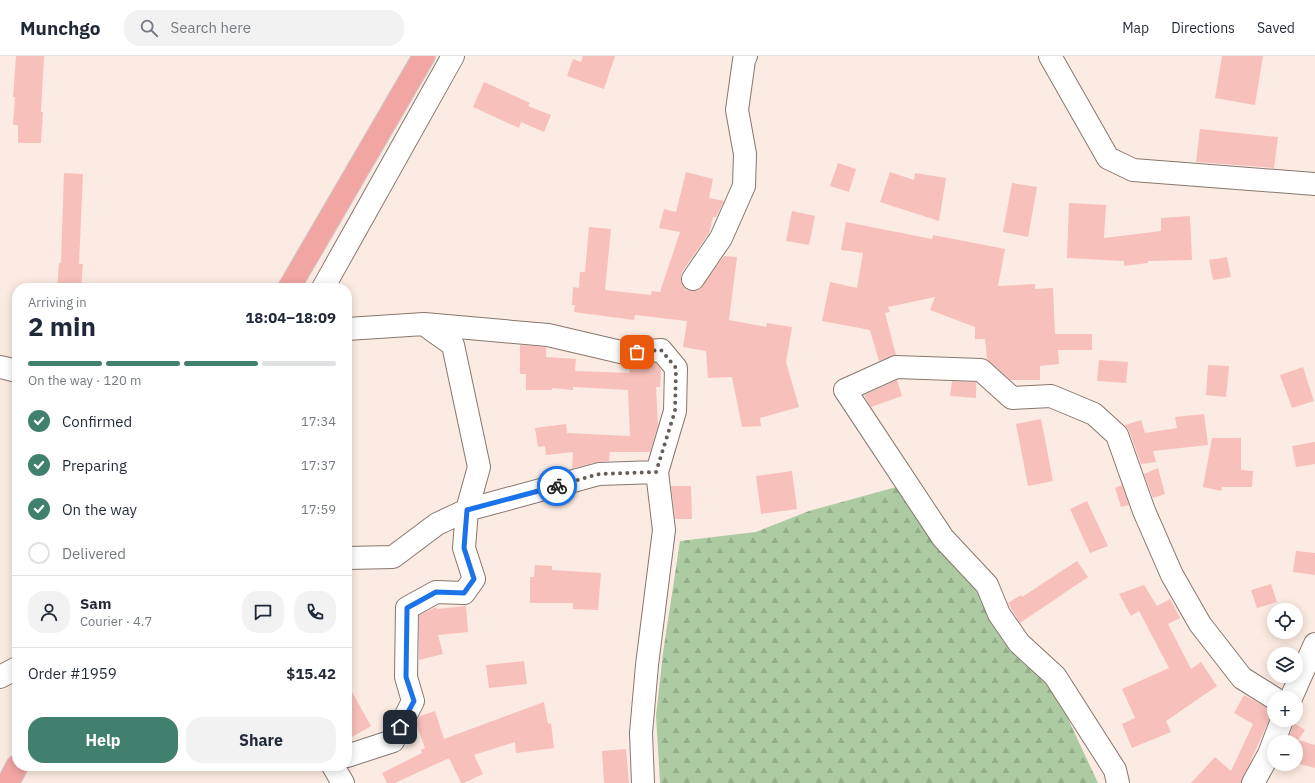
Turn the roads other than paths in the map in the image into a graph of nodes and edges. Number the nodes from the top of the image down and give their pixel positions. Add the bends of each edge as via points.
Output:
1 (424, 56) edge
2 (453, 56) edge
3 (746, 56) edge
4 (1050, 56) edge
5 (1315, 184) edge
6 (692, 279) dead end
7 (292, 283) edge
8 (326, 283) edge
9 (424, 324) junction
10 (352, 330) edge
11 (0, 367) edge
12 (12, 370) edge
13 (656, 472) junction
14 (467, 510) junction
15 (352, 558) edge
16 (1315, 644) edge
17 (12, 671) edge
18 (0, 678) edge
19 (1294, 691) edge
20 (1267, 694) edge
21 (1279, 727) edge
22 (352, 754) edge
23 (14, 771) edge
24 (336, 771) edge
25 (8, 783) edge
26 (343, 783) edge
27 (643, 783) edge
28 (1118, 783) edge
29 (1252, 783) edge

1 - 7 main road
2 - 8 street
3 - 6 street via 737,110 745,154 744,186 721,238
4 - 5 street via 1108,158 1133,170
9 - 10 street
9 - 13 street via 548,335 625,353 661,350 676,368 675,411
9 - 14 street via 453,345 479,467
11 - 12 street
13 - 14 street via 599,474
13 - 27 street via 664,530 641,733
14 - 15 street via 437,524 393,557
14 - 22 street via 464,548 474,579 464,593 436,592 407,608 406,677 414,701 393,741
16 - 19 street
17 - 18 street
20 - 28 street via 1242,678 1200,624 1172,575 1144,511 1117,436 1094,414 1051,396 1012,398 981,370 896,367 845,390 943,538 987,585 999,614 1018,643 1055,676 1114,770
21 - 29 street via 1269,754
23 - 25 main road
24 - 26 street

────────────────────

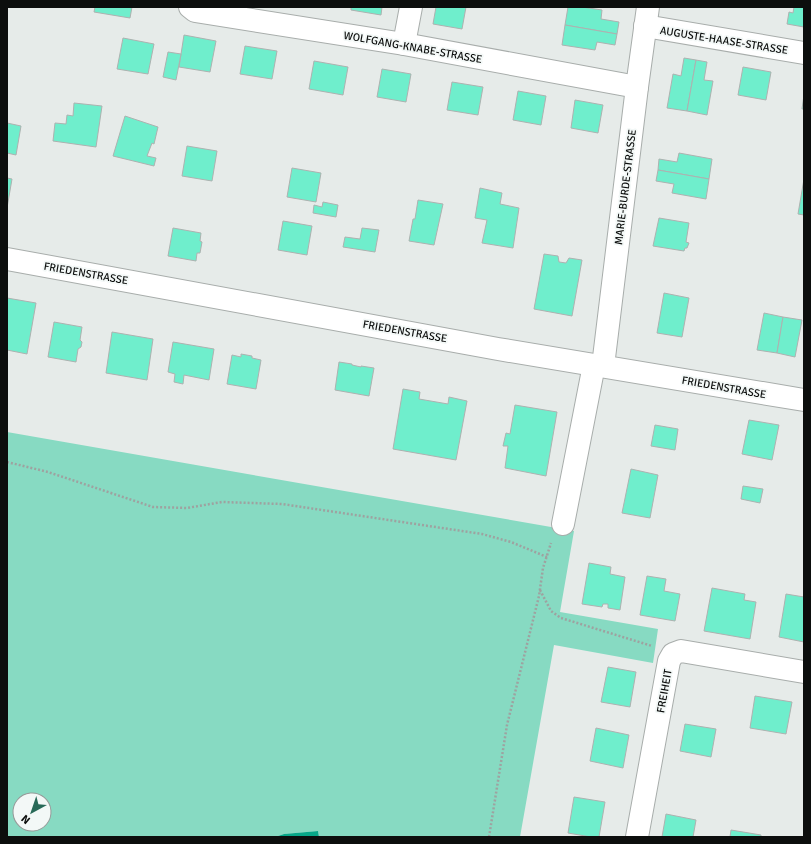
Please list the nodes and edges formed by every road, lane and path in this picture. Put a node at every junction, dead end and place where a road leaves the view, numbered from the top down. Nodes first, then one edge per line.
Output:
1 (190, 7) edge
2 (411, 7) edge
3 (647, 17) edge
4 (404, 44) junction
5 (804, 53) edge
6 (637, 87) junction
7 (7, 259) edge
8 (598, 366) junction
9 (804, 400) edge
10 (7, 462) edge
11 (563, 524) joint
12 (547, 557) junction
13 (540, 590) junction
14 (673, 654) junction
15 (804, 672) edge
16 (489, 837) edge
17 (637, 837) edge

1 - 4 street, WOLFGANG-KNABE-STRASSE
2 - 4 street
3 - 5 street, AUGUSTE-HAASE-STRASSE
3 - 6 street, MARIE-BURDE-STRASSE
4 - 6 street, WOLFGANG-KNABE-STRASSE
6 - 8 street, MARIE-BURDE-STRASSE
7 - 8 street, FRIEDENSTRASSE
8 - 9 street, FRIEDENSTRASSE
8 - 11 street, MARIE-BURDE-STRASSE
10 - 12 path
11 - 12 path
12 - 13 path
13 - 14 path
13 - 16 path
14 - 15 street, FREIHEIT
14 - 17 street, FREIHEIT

────────────────────

● WHAT YOU HAVE TO DO
Count each line of the listing that contains "edges" and give the count alone.

● RESULT OF THIS EXERCISE
2